Bose Corp., In re, 84-1592

Citation227 USPQ 1,772 F.2d 866
Decision Date09 September 1985
Docket NumberNo. 84-1592,84-1592
PartiesIn re BOSE CORPORATION. Appeal
CourtUnited States Courts of Appeals. United States Court of Appeals for the Federal Circuit

Charles Hieken, Boston, Mass., argued for appellant.

John W. Dewhirst, Associate Sol., U.S. Patent and Trademark Office, Arlington, Va., argued for appellee. With him on brief was Joseph F. Nakamura, Sol., Washington, D.C.

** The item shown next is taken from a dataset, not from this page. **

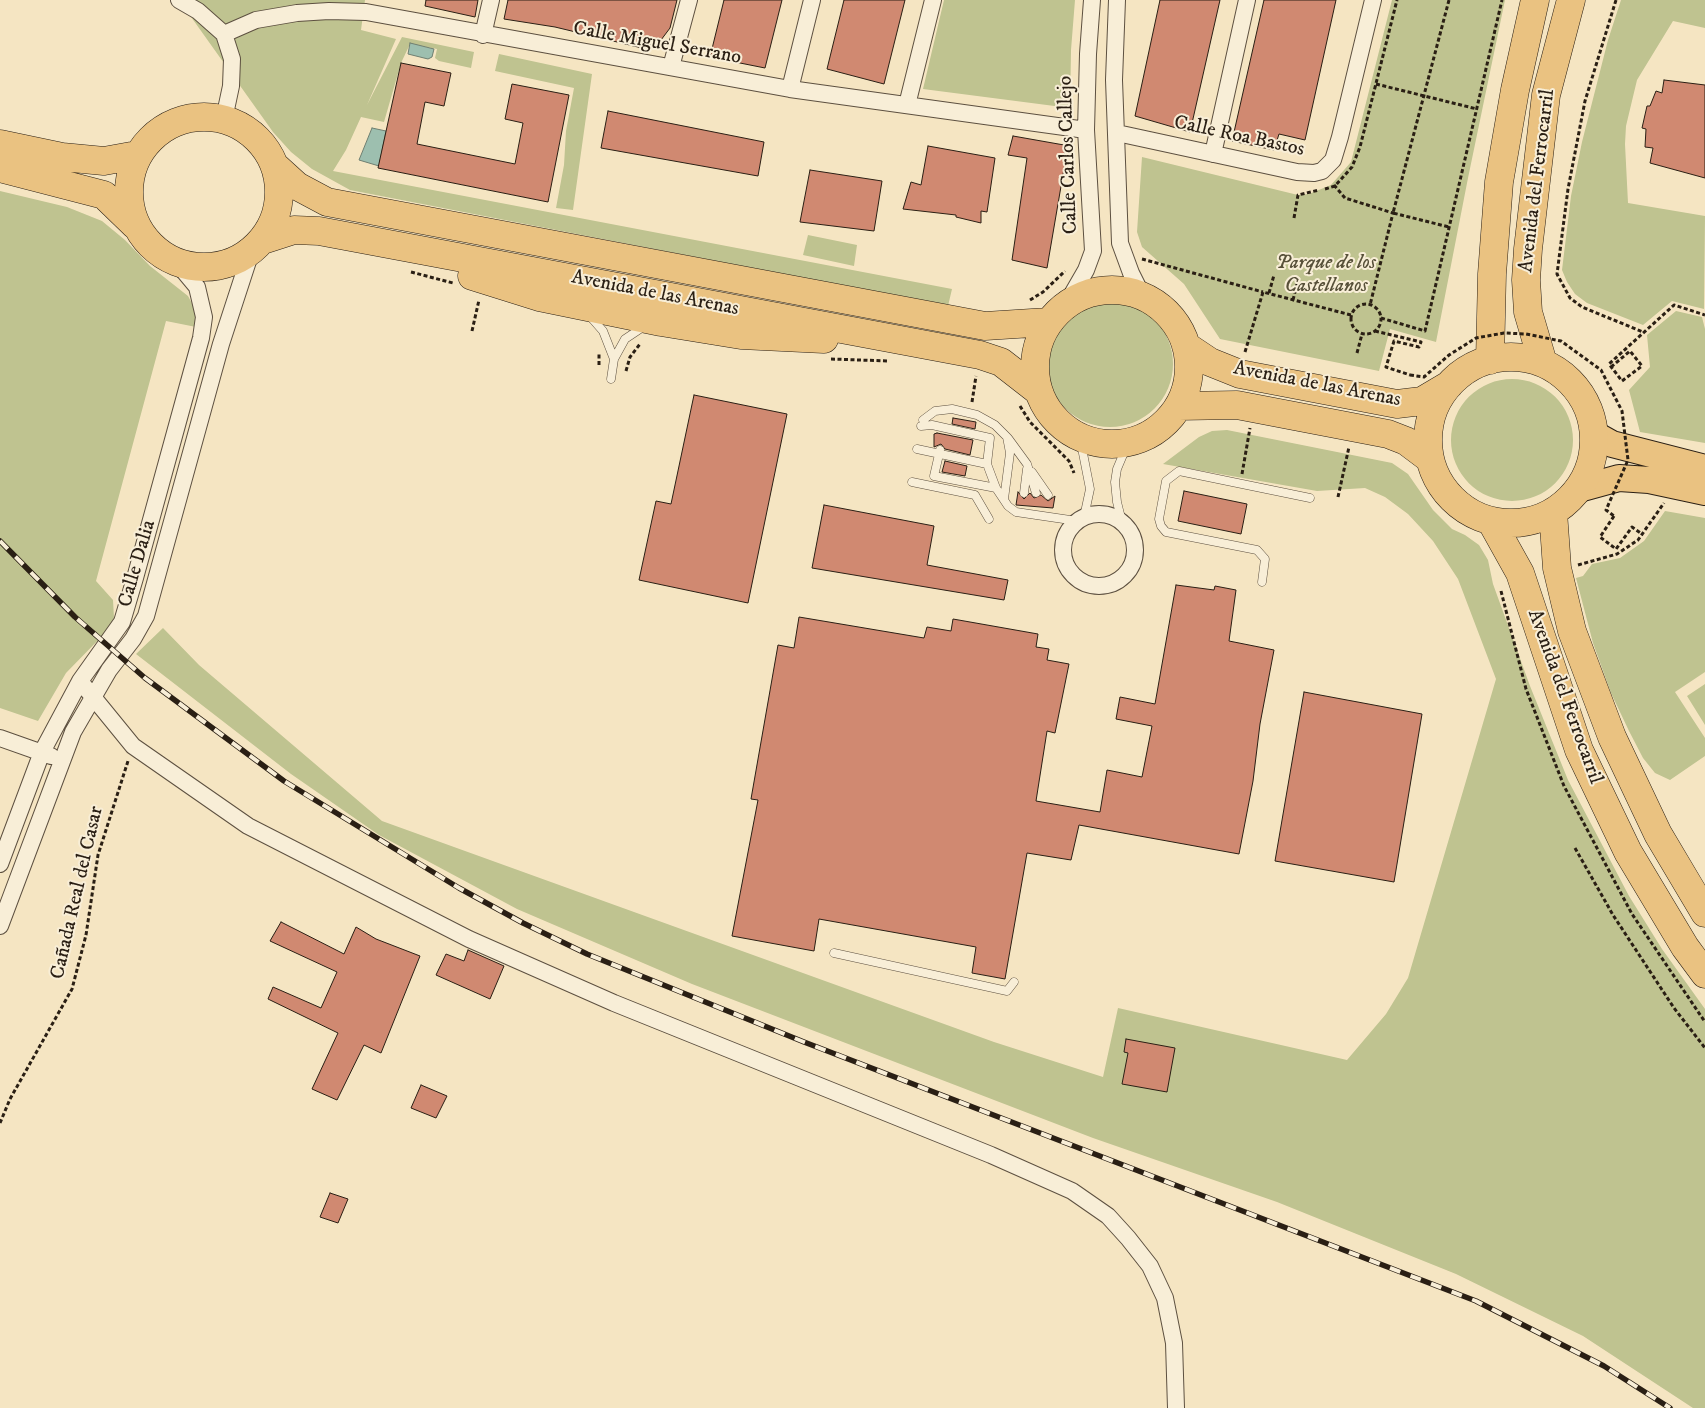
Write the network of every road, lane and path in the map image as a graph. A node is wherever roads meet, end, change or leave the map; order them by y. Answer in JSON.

Before NIES, NEWMAN and BISSELL, Circuit Judges.

NIES, Circuit Judge.

Bose Corporation appeals from the decision of the Trademark Trial and Appeal Board affirming a refusal to register a design shown in application Serial No. 127,803 on the Principal Register as a trademark for "loudspeaker systems." The basis for PTO action is that the design is functional and, therefore, cannot serve as a mark for the goods. We affirm.

I. Background

Application Serial No. 127,803 has had a long and tortuous prosecution history, which will be discussed in part in connection with a question of this court's jurisdiction over a portion of the board's decision. Briefly, Bose filed the subject application on May 24, 1977, which includes a drawing for a five sided speaker enclosure, claiming use "as early as September 1976" of the following design:

NOTE: OPINION CONTAINS TABLE OR OTHER DATA THAT IS NOT VIEWABLE

The application contains the following description and claim of distinctiveness:

The mark comprises an enclosure and its image of substantially pentagonal cross section with a substantially pentagonal-shaped top parallel to a substantially pentagonal-shaped bottom and has become distinctive of applicant's goods as a result of millions of dollars worth of loudspeaker systems having been sold under applicant's similar registered trademark registered September 10, 1974, Registration No. 992,982.

The design mark shown in Reg. No. 992,982 is the following:

NOTE: OPINION CONTAINS TABLE OR OTHER DATA THAT IS NOT VIEWABLE

The board, in a decision reported at 215 USPQ 1124 (1982), found that the new design was functional and, therefore, unregistrable subject matter. It did not reach the question of whether the design might have acquired distinctiveness. In a first appeal to this court, the case was remanded for a determination of the latter issue. On remand, Bose's proffers of additional evidence on the issue of functionality and on the issue of distinctiveness were refused. In a decision reported at 216 USPQ 1001 (1983), the board found that the design had acquired distinctiveness, but that such significance was merely "de facto" public recognition. Overall, the board continued to hold that the design was "functional" under the standard set out in In re Morton-Norwich Products, Inc., 671 F.2d 1332, 213 USPQ 9 (CCPA 1982).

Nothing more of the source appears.